Search code examples
plotscipyhierarchical-clusteringlinkagedendrogram

Relation between dendrogram plot coordinates and ClusterNodes in scipy


I'm looking for a way to get the coordinates of a cluster point in the dendrogram plot based on its ClusterNode return by to_tree.

Using scipy to build a dendogram from data such as:

X = data
Y = pdist(X)
Z = linkage(Y)
dend = dendrogram(Z)
rootnode, nodesList = to_tree(Z, rd=True)

What I would like to do is build a function get_coords(somClusterNode) that would return the tuple (x, y) specifying the position of the node in the plot.

Thanks to this answer, I managed to figure out how to get the position from the dendrogram return values, such as:

i, d = list(zip(dend['icoord'], dend['dcoord']))[-1]
x = 0.5 * sum(i[1:3])
y = d[1]
plt.plot(x, y, 'ro')

But I can figure out a relation between the nodesList ordering and the icoord/dcoord ordering in order to map one to the other.

Do you have any idea where I could look for ?

Thanks for your help !


Solution

  • Each dendrogram maps to only one tree of ClusterNodes, but any tree of ClusterNodes could map to an infinite number of dendrograms.
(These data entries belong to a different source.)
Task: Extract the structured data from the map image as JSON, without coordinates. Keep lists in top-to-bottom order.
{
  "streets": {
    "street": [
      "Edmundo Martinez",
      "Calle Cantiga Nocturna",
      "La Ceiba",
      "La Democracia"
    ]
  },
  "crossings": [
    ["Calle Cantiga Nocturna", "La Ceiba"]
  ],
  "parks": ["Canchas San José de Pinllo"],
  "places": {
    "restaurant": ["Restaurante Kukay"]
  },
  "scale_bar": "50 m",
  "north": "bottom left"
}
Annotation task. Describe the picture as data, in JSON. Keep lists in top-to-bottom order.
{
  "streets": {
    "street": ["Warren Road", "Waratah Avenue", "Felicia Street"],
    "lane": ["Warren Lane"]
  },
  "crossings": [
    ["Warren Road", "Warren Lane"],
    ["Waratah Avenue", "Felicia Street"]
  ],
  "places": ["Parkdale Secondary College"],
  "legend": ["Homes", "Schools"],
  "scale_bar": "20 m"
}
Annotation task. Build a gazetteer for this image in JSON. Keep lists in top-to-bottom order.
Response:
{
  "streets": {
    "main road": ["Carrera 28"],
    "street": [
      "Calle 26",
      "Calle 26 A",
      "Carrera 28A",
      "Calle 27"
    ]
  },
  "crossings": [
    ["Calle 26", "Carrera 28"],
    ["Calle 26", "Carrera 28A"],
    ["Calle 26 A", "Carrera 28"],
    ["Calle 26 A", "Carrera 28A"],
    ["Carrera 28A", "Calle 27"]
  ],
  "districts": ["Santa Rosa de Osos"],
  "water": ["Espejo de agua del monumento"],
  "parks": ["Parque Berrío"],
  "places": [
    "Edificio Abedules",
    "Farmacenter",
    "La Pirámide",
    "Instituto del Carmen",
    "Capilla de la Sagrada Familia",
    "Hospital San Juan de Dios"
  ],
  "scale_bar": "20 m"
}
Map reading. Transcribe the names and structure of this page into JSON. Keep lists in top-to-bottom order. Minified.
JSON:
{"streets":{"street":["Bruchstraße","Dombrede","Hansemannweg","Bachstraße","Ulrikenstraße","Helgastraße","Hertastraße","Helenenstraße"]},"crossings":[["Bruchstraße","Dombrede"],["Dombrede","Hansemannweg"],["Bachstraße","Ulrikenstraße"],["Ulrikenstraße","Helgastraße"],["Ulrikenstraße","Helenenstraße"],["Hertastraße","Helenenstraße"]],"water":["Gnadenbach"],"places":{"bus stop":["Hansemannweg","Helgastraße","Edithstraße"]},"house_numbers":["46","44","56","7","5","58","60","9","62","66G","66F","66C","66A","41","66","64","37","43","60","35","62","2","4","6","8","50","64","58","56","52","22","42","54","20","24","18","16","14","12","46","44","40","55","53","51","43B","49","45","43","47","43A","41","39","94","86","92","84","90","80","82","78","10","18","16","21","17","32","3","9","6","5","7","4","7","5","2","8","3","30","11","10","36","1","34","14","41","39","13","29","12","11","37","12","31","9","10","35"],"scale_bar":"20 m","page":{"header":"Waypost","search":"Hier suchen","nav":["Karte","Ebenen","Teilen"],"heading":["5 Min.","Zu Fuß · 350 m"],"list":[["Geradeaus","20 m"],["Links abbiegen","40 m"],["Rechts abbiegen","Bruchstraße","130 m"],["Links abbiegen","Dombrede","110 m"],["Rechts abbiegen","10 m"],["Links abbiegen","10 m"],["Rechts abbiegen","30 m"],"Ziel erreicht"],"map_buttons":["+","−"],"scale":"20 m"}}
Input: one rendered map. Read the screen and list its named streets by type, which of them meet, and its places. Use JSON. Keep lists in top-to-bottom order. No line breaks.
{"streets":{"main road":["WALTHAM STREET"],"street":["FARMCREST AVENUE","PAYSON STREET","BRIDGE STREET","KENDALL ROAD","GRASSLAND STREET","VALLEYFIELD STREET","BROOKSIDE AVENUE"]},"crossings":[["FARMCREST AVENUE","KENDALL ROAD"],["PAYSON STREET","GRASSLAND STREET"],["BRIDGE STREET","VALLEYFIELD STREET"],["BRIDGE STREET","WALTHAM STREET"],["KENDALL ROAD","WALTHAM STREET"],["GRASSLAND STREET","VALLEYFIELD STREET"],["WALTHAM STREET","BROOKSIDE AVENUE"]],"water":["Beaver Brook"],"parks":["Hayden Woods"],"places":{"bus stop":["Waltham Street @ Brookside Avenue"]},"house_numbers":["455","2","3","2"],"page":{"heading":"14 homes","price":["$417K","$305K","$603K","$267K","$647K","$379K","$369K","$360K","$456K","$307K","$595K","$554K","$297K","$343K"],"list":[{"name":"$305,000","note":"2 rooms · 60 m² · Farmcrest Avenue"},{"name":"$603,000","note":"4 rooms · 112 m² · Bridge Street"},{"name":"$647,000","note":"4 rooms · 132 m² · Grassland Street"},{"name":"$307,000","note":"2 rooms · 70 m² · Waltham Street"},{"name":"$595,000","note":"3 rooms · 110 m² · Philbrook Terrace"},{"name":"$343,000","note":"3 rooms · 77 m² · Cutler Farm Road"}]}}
Hence your mapping from node ID to (x,y) positions should probably just be another field in your dendrogram data structure instead of being a function of a ClusterNode. Instead of defining a function get_coords, I hence appends a dictionary to dend that maps node IDs to (x,y) coordinates. You can access the positions with

    x,y = dend['node_id_to_coord'][node_id] # node_id is an integer as returned by ClusterNode.id
    

    Code:

    import numpy as np
    import matplotlib.pyplot as plt
    from scipy.cluster.hierarchy import linkage, dendrogram, to_tree
    from scipy.spatial.distance import pdist
    
    # create some random data
    X = np.random.rand(10, 3)
    
    # get dendrogram
    Z = linkage(pdist(X), method="ward")
    dend = dendrogram(Z)
    
    # ----------------------------------------
    # get leave coordinates, which are at y == 0
    
    def flatten(l):
        return [item for sublist in l for item in sublist]
    X = flatten(dend['icoord'])
    Y = flatten(dend['dcoord'])
    leave_coords = [(x,y) for x,y in zip(X,Y) if y==0]
    
    # in the dendogram data structure,
    # leave ids are listed in ascending order according to their x-coordinate
    order = np.argsort([x for x,y in leave_coords])
    id_to_coord = dict(zip(dend['leaves'], [leave_coords[idx] for idx in order])) # <- main data structure
    
    # ----------------------------------------
    # get coordinates of other nodes
    
    # this should work but doesn't:
    
    # # traverse tree from leaves upwards and populate mapping ID -> (x,y);
    # # use linkage matrix to traverse the tree optimally
    # # (each row in the linkage matrix corresponds to a row in dend['icoord'] and dend['dcoord'])
    # root_node, node_list = to_tree(Z, rd=True)
    # for ii, (X, Y) in enumerate(zip(dend['icoord'], dend['dcoord'])):
    #     x = (X[1] + X[2]) / 2
    #     y = Y[1] # or Y[2]
    #     node_id = ii + len(dend['leaves'])
    #     id_to_coord[node_id] = (x, y)
    
    # so we need to do it the hard way:
    
    # map endpoint of each link to coordinates of parent node
    children_to_parent_coords = dict()
    for i, d in zip(dend['icoord'], dend['dcoord']):
        x = (i[1] + i[2]) / 2
        y = d[1] # or d[2]
        parent_coord = (x, y)
        left_coord = (i[0], d[0])
        right_coord = (i[-1], d[-1])
        children_to_parent_coords[(left_coord, right_coord)] = parent_coord
    
    # traverse tree from leaves upwards and populate mapping ID -> (x,y)
    root_node, node_list = to_tree(Z, rd=True)
    ids_left = range(len(dend['leaves']), len(node_list))
    
    while len(ids_left) > 0:
    
        for ii, node_id in enumerate(ids_left):
            node = node_list[node_id]
            if (node.left.id in id_to_coord) and (node.right.id in id_to_coord):
                left_coord = id_to_coord[node.left.id]
                right_coord = id_to_coord[node.right.id]
                id_to_coord[node_id] = children_to_parent_coords[(left_coord, right_coord)]
    
        ids_left = [node_id for node_id in range(len(node_list)) if not node_id in id_to_coord]
    
    # plot result on top of dendrogram
    ax = plt.gca()
    for node_id, (x, y) in id_to_coord.iteritems():
        if not node_list[node_id].is_leaf():
            ax.plot(x, y, 'ro')
            ax.annotate(str(node_id), (x, y), xytext=(0, -8),
                        textcoords='offset points',
                        va='top', ha='center')
    
    dend['node_id_to_coord'] = id_to_coord
    

    enter image description here